Every line with "wrist" in it should be copied from the data.
── DATA TO PROCESS ──
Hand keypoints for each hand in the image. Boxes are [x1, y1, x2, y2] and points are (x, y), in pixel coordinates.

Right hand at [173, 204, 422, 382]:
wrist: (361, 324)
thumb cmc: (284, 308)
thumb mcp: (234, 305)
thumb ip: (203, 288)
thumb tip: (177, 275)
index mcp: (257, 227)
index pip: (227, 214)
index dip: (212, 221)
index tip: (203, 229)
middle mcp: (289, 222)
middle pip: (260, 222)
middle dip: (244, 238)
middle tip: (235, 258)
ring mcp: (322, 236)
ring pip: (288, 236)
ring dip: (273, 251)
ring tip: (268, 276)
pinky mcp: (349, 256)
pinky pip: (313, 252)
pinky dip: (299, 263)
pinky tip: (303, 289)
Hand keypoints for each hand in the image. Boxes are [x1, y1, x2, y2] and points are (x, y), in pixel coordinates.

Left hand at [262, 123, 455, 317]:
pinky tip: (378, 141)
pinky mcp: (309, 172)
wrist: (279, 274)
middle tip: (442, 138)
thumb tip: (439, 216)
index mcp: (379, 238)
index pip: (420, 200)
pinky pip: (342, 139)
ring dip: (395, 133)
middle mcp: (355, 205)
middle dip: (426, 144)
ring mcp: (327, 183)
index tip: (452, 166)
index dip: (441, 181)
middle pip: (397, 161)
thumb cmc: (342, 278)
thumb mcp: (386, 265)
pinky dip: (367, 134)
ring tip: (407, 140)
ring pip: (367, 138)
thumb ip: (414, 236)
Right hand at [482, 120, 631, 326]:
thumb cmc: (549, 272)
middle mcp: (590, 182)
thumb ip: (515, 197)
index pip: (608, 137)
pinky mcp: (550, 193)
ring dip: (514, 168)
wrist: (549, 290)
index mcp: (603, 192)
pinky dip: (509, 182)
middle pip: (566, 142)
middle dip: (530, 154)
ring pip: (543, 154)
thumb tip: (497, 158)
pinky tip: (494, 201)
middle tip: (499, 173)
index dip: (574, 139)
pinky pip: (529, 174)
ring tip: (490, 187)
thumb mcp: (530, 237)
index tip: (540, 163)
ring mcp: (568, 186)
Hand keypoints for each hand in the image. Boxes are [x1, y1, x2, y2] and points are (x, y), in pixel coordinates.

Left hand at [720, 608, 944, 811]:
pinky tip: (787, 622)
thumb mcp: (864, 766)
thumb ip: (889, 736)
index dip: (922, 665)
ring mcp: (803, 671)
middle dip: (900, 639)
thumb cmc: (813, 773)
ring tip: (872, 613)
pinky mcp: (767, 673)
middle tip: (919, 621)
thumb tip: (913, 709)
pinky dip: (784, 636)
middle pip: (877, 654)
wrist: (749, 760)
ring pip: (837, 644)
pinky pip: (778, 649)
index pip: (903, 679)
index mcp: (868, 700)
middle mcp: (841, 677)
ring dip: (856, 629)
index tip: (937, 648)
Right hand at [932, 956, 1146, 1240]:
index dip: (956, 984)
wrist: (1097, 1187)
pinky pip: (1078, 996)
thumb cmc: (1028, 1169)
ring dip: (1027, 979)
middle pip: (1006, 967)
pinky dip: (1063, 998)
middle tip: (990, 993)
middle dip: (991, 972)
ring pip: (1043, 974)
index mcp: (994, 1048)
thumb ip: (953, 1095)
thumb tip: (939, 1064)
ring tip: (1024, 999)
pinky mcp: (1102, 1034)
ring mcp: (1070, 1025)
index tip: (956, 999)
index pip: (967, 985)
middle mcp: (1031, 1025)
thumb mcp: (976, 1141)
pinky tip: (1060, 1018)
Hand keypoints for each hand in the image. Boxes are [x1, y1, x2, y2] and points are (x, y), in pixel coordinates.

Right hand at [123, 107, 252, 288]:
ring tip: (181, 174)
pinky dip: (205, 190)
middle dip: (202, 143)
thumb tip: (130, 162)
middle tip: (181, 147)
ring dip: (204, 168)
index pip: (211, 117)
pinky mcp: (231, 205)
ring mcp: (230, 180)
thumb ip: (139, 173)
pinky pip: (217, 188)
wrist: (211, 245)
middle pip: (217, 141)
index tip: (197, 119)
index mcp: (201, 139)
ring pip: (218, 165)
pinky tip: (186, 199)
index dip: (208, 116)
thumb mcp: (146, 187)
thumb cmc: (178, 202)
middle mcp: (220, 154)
───
### TASK RESPONSE
wrist: (361, 324)
wrist: (279, 274)
wrist: (549, 290)
wrist: (749, 760)
wrist: (1097, 1187)
wrist: (211, 245)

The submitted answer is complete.